Absolutely nobody expects the “deeply concerned” President Obama to impose sanctions on the Saudis — nor on any of the other loyal U.S. allies from Egypt to the UAE whose repression is far worse than Venezuela’s.

[...]

As for Obama’s decree that Venezuela now poses an “extraordinary threat to the national security” of the United States, is there anyone, anywhere, that wants to defend the reasonability of that claim? That nothing is more insincere than purported U.S. concerns over political repression is too self-evident to debate. Supporting the most repressive regimes on the planet in order to suppress and control their populations is and long has been a staple of U.S. (and British) foreign policy. The real question is this: if concern over suppression of political rights is not the real reason the U.S. is imposing new sanctions on Venezuela (perish the thought!), what is?

[...]

In essence, Venezuela is one of the very few countries with significant oil reserves which does not submit to U.S. dictates, and this simply cannot be permitted (such countries are always at the top of the U.S. government and media list of Countries To Be Demonized).
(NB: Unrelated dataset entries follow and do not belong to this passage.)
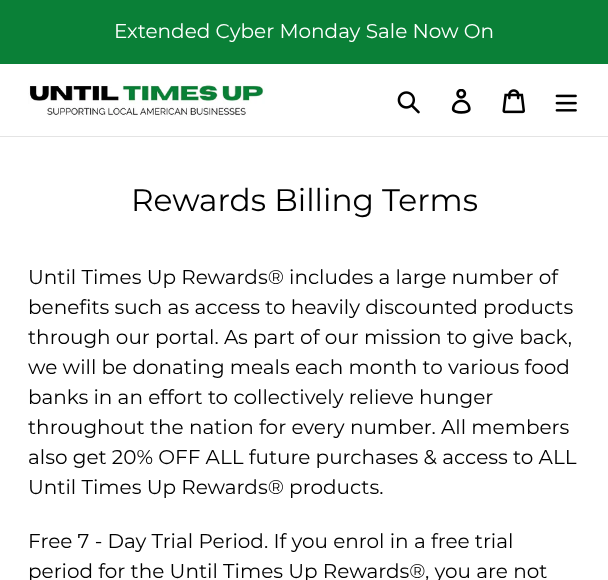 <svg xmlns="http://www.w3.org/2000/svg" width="608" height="580">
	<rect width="100%" height="100%" fill="#FFFFFF" />
	<rect x="0" y="0" width="608" height="64" fill="#0A8037" />
	<text x="114" y="38" font-family="Montserrat" font-size="20" fill="#FFFFFF">Extended Cyber Monday Sale Now On</text>
	<rect x="0" y="136" width="608" height="1" fill="#E4E4E4" />
	<image x="28" y="83" width="237" height="34" href="assets/img1.png" />
	<image x="397" y="91" width="23" height="23" href="assets/img2.png" />
	<image x="451" y="89" width="20" height="25" href="assets/img3.png" />
	<image x="502" y="89" width="23" height="25" href="assets/img4.png" />
	<image x="555" y="94" width="22" height="18" href="assets/img5.png" />
	<text x="131" y="211" font-family="Montserrat" font-size="31.25" fill="#000000">Rewards Billing Terms</text>
	<g font-family="Montserrat" font-size="20" fill="#000000">
		<text x="28" y="284">Until Times Up Rewards® includes a large number of</text>
		<text x="28" y="314">benefits such as access to heavily discounted products</text>
		<text x="28" y="344">through our portal. As part of our mission to give back,</text>
		<text x="28" y="374">we will be donating meals each month to various food</text>
		<text x="28" y="404">banks in an effort to collectively relieve hunger</text>
		<text x="28" y="434">throughout the nation for every number. All members</text>
		<text x="28" y="464">also get 20% OFF ALL future purchases &amp; access to ALL</text>
		<text x="28" y="494">Until Times Up Rewards® products.</text>
		<text x="28" y="548">Free 7 - Day Trial Period. If you enrol in a free trial</text>
		<text x="28" y="578">period for the Until Times Up Rewards®, you are not</text>
	</g>
</svg>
Beyond that, the popularity of Chavez and the relative improvement of Venezuela’s poor under his redistributionist policies petrifies neoliberal institutions for its ability to serve as an example; just as the Cuban economy was choked by decades of U.S. sanctions and then held up by the U.S. as a failure of Communism, subverting the Venezuelan economy is crucial to destroying this success.

[...]

[E]very country in the hemisphere except for the U.S. and Canada have united to oppose U.S. sanctions on Venezuela.

  Glenn Greenwald
Dick Cheney: “So what?” We don’t even care if Canada opposes us.